#### Directions
Among the records below, find the lines with the word "Medeiros" and copy them.
(Extracted records)
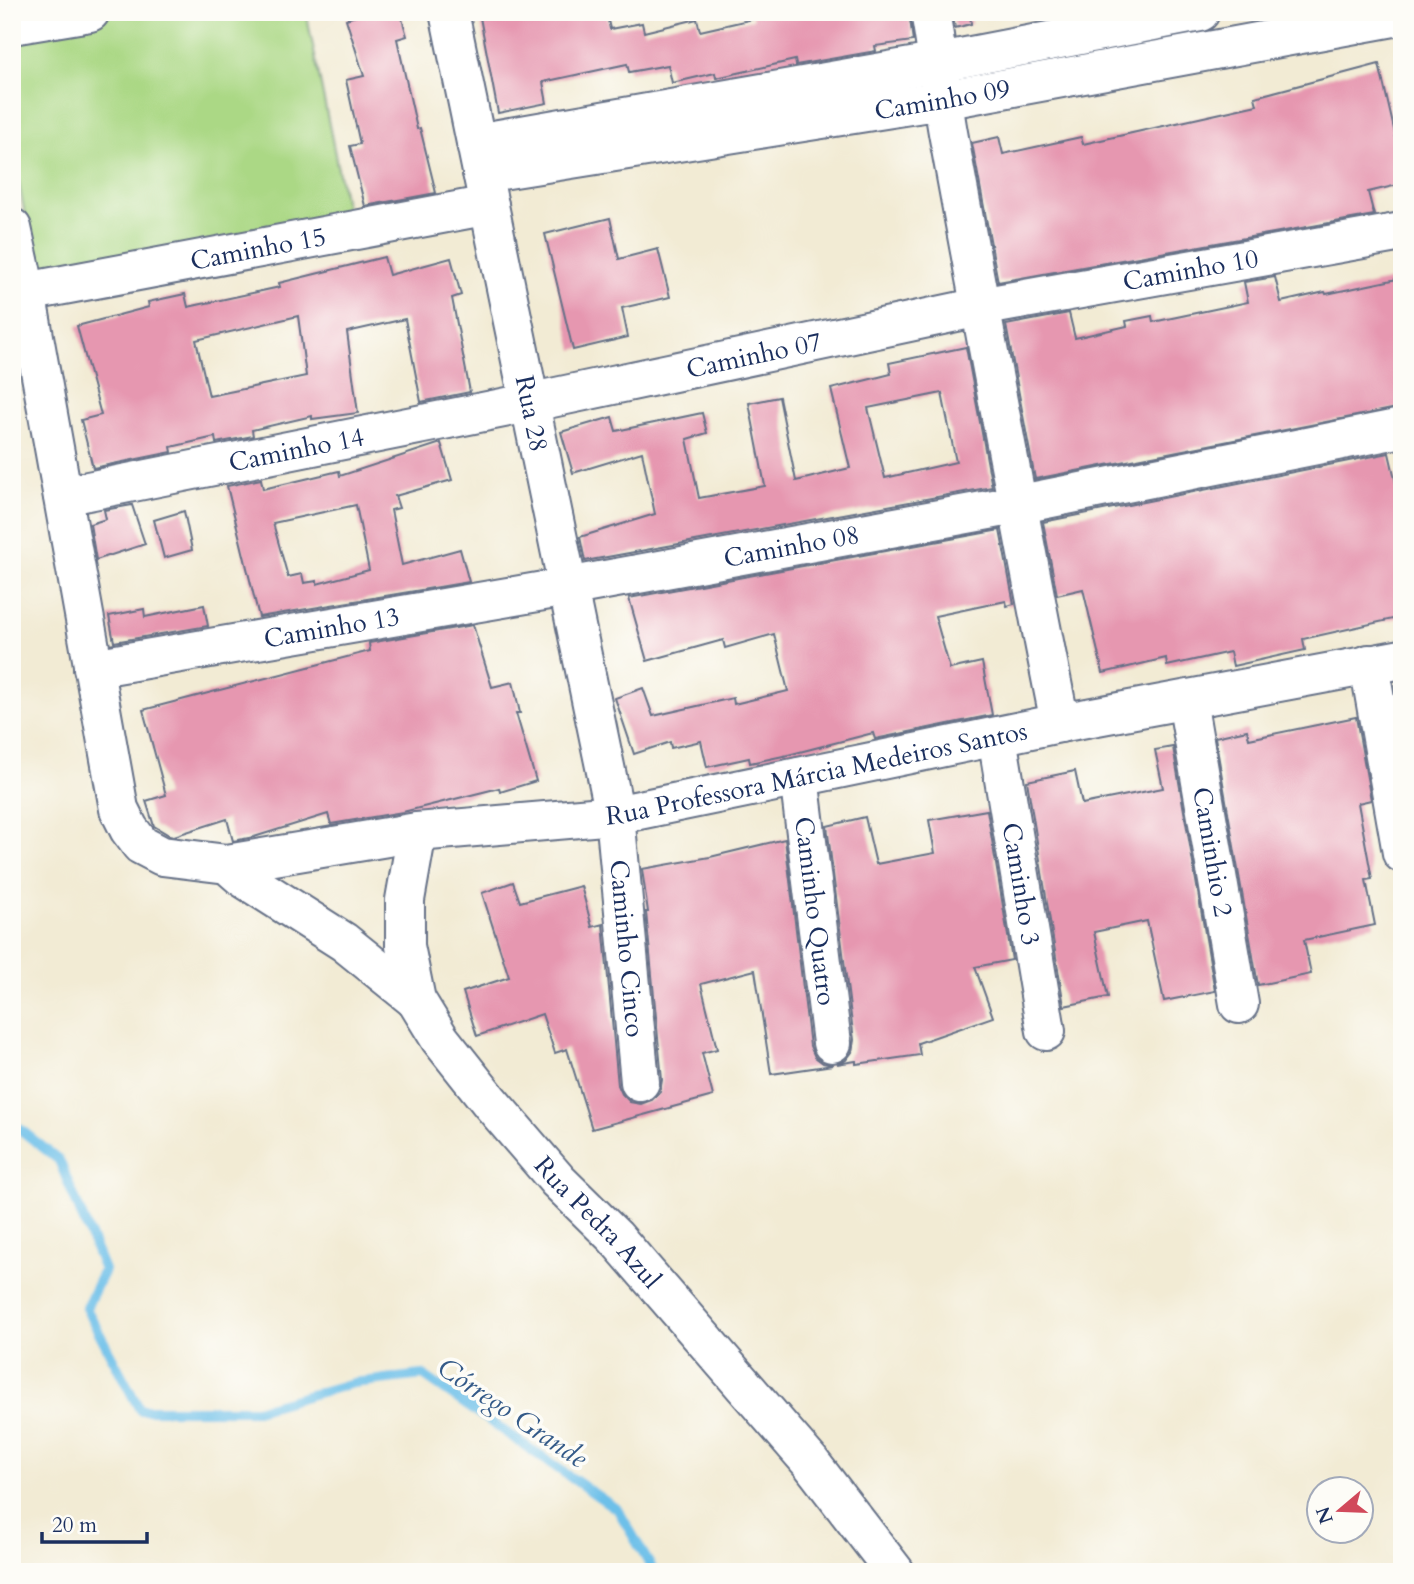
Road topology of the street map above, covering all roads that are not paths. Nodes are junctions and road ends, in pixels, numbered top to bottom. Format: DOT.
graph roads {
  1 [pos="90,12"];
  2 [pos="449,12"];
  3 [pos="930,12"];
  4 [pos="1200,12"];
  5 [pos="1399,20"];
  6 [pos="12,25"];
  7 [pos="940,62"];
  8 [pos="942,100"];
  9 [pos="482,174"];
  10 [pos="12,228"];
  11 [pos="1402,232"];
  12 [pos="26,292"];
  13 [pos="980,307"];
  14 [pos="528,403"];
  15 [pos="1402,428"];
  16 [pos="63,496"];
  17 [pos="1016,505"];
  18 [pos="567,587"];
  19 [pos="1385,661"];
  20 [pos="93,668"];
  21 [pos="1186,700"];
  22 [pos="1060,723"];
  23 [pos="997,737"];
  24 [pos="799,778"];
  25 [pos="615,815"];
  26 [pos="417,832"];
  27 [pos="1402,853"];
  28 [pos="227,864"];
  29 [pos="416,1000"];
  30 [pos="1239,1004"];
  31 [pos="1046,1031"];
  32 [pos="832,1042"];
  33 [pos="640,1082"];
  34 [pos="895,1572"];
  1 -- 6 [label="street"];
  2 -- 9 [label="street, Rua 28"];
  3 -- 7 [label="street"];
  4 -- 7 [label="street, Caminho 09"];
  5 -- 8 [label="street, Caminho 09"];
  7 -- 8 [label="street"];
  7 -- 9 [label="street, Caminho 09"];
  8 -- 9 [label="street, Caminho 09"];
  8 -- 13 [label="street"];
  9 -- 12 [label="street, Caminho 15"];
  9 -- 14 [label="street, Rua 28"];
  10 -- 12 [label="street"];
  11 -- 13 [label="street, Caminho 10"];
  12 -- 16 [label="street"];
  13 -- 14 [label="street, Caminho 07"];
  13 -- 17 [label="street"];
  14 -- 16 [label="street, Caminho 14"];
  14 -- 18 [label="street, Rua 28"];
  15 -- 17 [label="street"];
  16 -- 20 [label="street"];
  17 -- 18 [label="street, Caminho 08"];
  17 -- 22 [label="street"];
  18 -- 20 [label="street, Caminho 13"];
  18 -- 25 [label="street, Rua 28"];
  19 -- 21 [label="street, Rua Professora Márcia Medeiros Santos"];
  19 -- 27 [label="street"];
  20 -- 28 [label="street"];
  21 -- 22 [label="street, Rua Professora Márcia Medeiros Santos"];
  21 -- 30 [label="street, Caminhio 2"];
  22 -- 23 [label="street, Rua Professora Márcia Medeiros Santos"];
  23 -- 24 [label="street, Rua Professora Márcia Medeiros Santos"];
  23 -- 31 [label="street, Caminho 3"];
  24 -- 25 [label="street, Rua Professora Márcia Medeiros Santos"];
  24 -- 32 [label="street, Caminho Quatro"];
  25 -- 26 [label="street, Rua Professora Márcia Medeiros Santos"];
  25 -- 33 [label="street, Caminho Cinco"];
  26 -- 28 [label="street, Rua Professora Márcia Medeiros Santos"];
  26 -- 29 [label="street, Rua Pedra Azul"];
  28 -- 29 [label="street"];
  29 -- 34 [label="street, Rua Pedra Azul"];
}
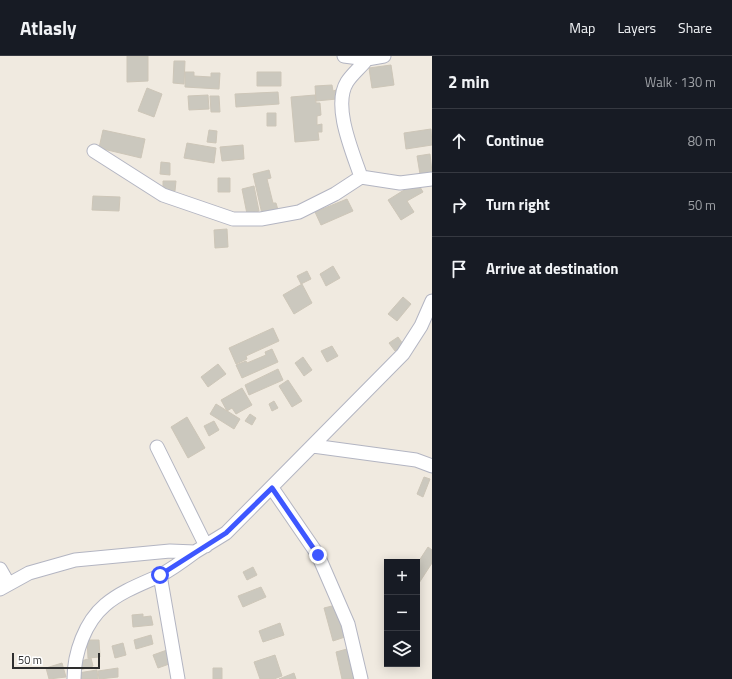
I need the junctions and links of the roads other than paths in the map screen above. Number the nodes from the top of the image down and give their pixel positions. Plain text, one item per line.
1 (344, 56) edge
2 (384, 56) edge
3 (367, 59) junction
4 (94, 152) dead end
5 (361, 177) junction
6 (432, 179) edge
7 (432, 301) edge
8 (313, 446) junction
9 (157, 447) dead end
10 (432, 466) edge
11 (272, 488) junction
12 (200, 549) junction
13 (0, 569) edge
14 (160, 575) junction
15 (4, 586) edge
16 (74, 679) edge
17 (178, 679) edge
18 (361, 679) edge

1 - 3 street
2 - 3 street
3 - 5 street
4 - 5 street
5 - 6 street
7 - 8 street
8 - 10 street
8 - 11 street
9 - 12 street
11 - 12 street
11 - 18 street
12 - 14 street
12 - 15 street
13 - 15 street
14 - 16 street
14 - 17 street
(End Extracted records)
#### Result of the exercise
  19 -- 21 [label="street, Rua Professora Márcia Medeiros Santos"];
  21 -- 22 [label="street, Rua Professora Márcia Medeiros Santos"];
  22 -- 23 [label="street, Rua Professora Márcia Medeiros Santos"];
  23 -- 24 [label="street, Rua Professora Márcia Medeiros Santos"];
  24 -- 25 [label="street, Rua Professora Márcia Medeiros Santos"];
  25 -- 26 [label="street, Rua Professora Márcia Medeiros Santos"];
  26 -- 28 [label="street, Rua Professora Márcia Medeiros Santos"];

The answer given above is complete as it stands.